Role of aliphatic ligands and solvent composition in the solvothermal synthesis of iron oxide nanocrystals

Abstract

This paper describes a new method for controlling nanocrystal size and crystal phase in solvothermal syntheses of iron oxide nanocrystals by altering the carbon chain length of aliphatic iron(III) carboxylate precursors and reaction solvent composition, respectively. Hematite (α-Fe2O3) nanocrystals were synthesized from iron(III) carboxylate precursors in a 2:1 water:ethanol mixture in the presence of free aliphatic carboxylic acids or aliphatic primary amine ligands. In the presence of amine, increasing the length of the carbon chain of the iron(III) carboxylate precursor from two to eighteen carbons produced pseudocubic nanocrystals with size dispersities of ∼10% and diameters that decreased from 65 nm to 25 nm. Changing the chain length of the amine does not affect the size of the nanocrystals. In contrast, free carboxylic acid ligands produce polydisperse, polycrystalline hematite nanoparticles. The crystal structure of the iron oxide nanocrystals synthesized by this method depends on the mole-fraction of water (xwater) in the water/ethanol solvent mixture: xwater = 0 produces maghemite (γ-Fe2O3), xwater = 0.67 produces hematite, and xwater = 1 produces a mixture of goethite (α-FeOOH) and hematite.

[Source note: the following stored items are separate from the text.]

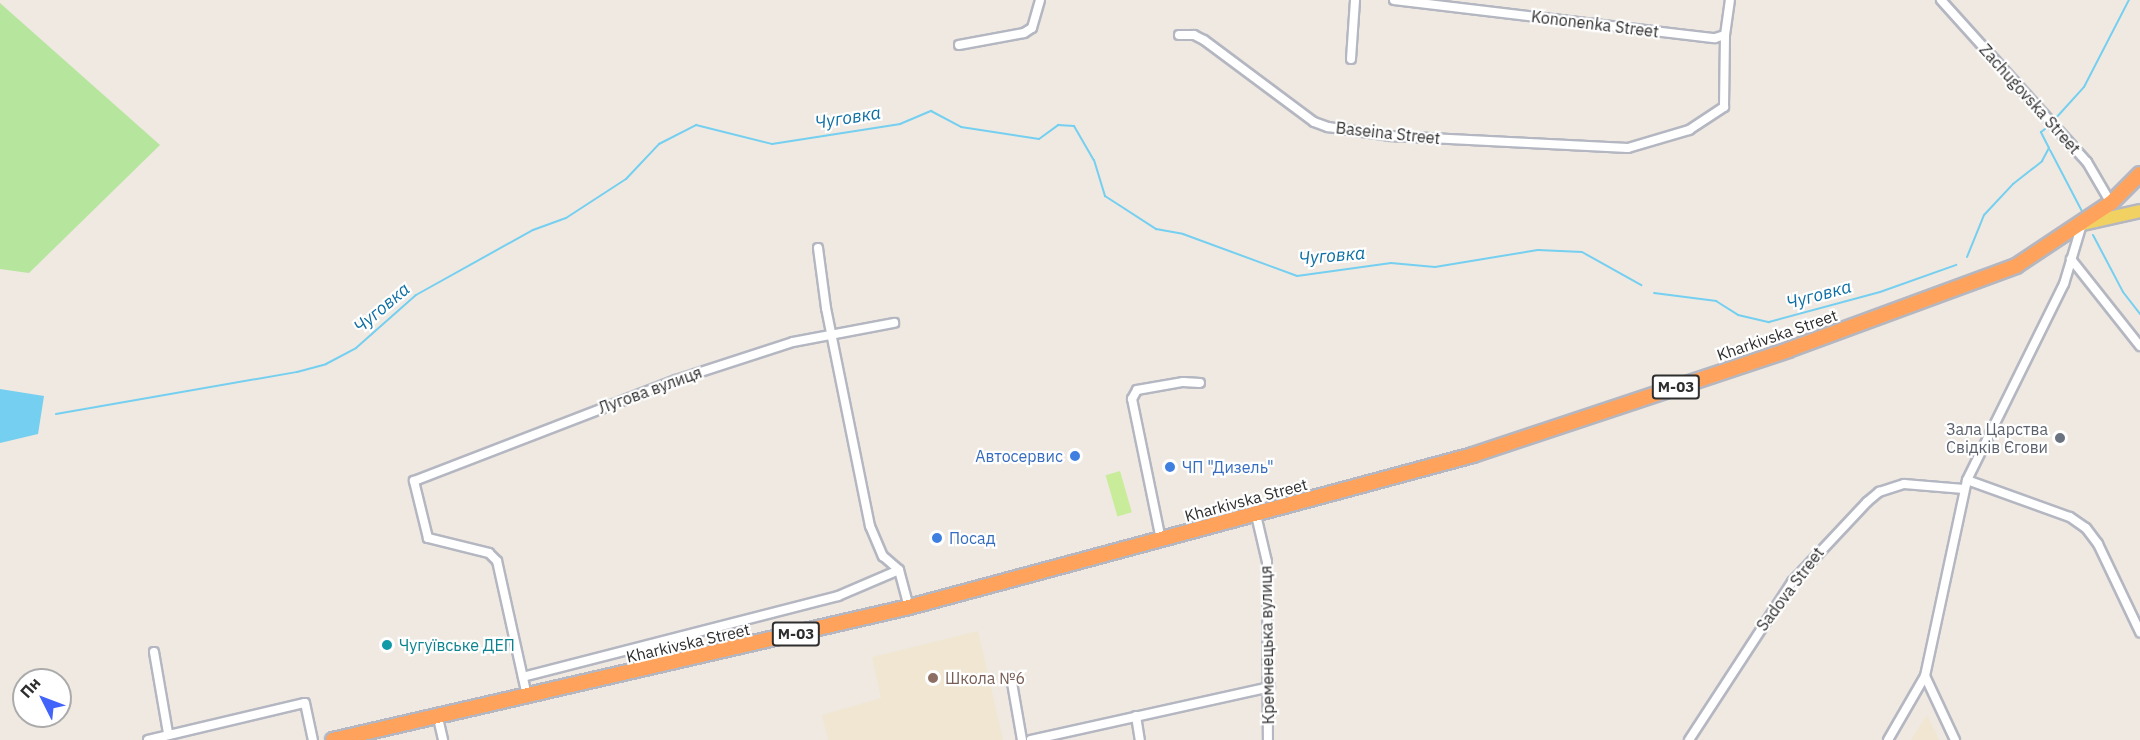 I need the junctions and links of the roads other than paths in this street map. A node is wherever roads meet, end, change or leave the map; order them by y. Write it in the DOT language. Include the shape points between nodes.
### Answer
graph roads {
  1 [pos="1040,0"];
  2 [pos="1355,0"];
  3 [pos="1394,0"];
  4 [pos="1730,0"];
  5 [pos="1941,0"];
  6 [pos="1725,34"];
  7 [pos="1179,35"];
  8 [pos="958,45"];
  9 [pos="1351,58"];
  10 [pos="2139,178"];
  11 [pos="2111,203"];
  12 [pos="2140,211"];
  13 [pos="2082,224"];
  14 [pos="818,248"];
  15 [pos="2072,259"];
  16 [pos="894,323"];
  17 [pos="833,334"];
  18 [pos="2140,346"];
  19 [pos="1200,383"];
  20 [pos="1967,480"];
  21 [pos="1964,489"];
  22 [pos="1256,515"];
  23 [pos="1161,540"];
  24 [pos="899,570"];
  25 [pos="909,607"];
  26 [pos="2140,632"];
  27 [pos="154,652"];
  28 [pos="1925,676"];
  29 [pos="523,677"];
  30 [pos="1011,677"];
  31 [pos="1270,687"];
  32 [pos="527,698"];
  33 [pos="1136,716"];
  34 [pos="438,718"];
  35 [pos="168,734"];
  36 [pos="148,740"];
  37 [pos="313,740"];
  38 [pos="333,740"];
  39 [pos="443,740"];
  40 [pos="1022,740"];
  41 [pos="1031,740"];
  42 [pos="1140,740"];
  43 [pos="1268,740"];
  44 [pos="1689,740"];
  45 [pos="1888,740"];
  46 [pos="1955,740"];
  1 -- 8 [label="street" via="1032,28 1024,33"];
  2 -- 9 [label="street"];
  3 -- 6 [label="street, Kononenka Street" via="1715,38"];
  4 -- 6 [label="street"];
  5 -- 11 [label="street, Zachugovska Street" via="2087,162"];
  6 -- 7 [label="street, Baseina Street" via="1724,107 1689,130 1628,148 1390,136 1328,127 1314,122 1204,40"];
  10 -- 11 [label="highway, М-03"];
  11 -- 13 [label="highway, М-03"];
  12 -- 13 [label="main road, Kharkivska Street"];
  13 -- 15 [label="street"];
  13 -- 22 [label="highway, Kharkivska Street / М-03" via="2016,266 1788,350 1473,455"];
  14 -- 17 [label="street" via="825,308"];
  15 -- 18 [label="street"];
  15 -- 20 [label="street" via="2064,284"];
  16 -- 17 [label="street, Лугова вулиця"];
  17 -- 24 [label="street" via="870,526 883,556"];
  17 -- 29 [label="street, Лугова вулиця" via="793,342 676,380 414,481 428,538 489,553 497,561"];
  19 -- 23 [label="street" via="1137,390 1132,399"];
  20 -- 21 [label="street"];
  20 -- 26 [label="street" via="2070,517 2086,528 2098,544"];
  21 -- 28 [label="street"];
  21 -- 44 [label="street, Sadova Street" via="1904,484 1879,492 1867,502 1792,582"];
  22 -- 23 [label="highway, Kharkivska Street / М-03"];
  22 -- 31 [label="street, Кременецька вулиця" via="1267,562"];
  23 -- 25 [label="highway, Kharkivska Street / М-03"];
  24 -- 25 [label="street"];
  24 -- 29 [label="street" via="838,596"];
  25 -- 32 [label="highway, Kharkivska Street / М-03"];
  27 -- 35 [label="street"];
  28 -- 45 [label="street"];
  28 -- 46 [label="street"];
  29 -- 32 [label="street"];
  30 -- 40 [label="street"];
  31 -- 33 [label="street"];
  31 -- 43 [label="street, Кременецька вулиця"];
  32 -- 34 [label="highway, Kharkivska Street / М-03"];
  33 -- 41 [label="street"];
  33 -- 42 [label="street"];
  34 -- 38 [label="highway, Kharkivska Street / М-03"];
  34 -- 39 [label="street"];
  35 -- 36 [label="street"];
  35 -- 37 [label="street" via="305,703"];
}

The dependence of the nanocrystal size on ligand chain length is attributed to decreasing solubility of partially hydrolyzed iron(III) carboxylate precursors in the reaction solvent mixture with increasing chain length. The dependence of nanocrystal phase on solvent composition is attributed to the different reactivities of water and ethanol toward hydrolysis of the iron(III) carboxylate precursors.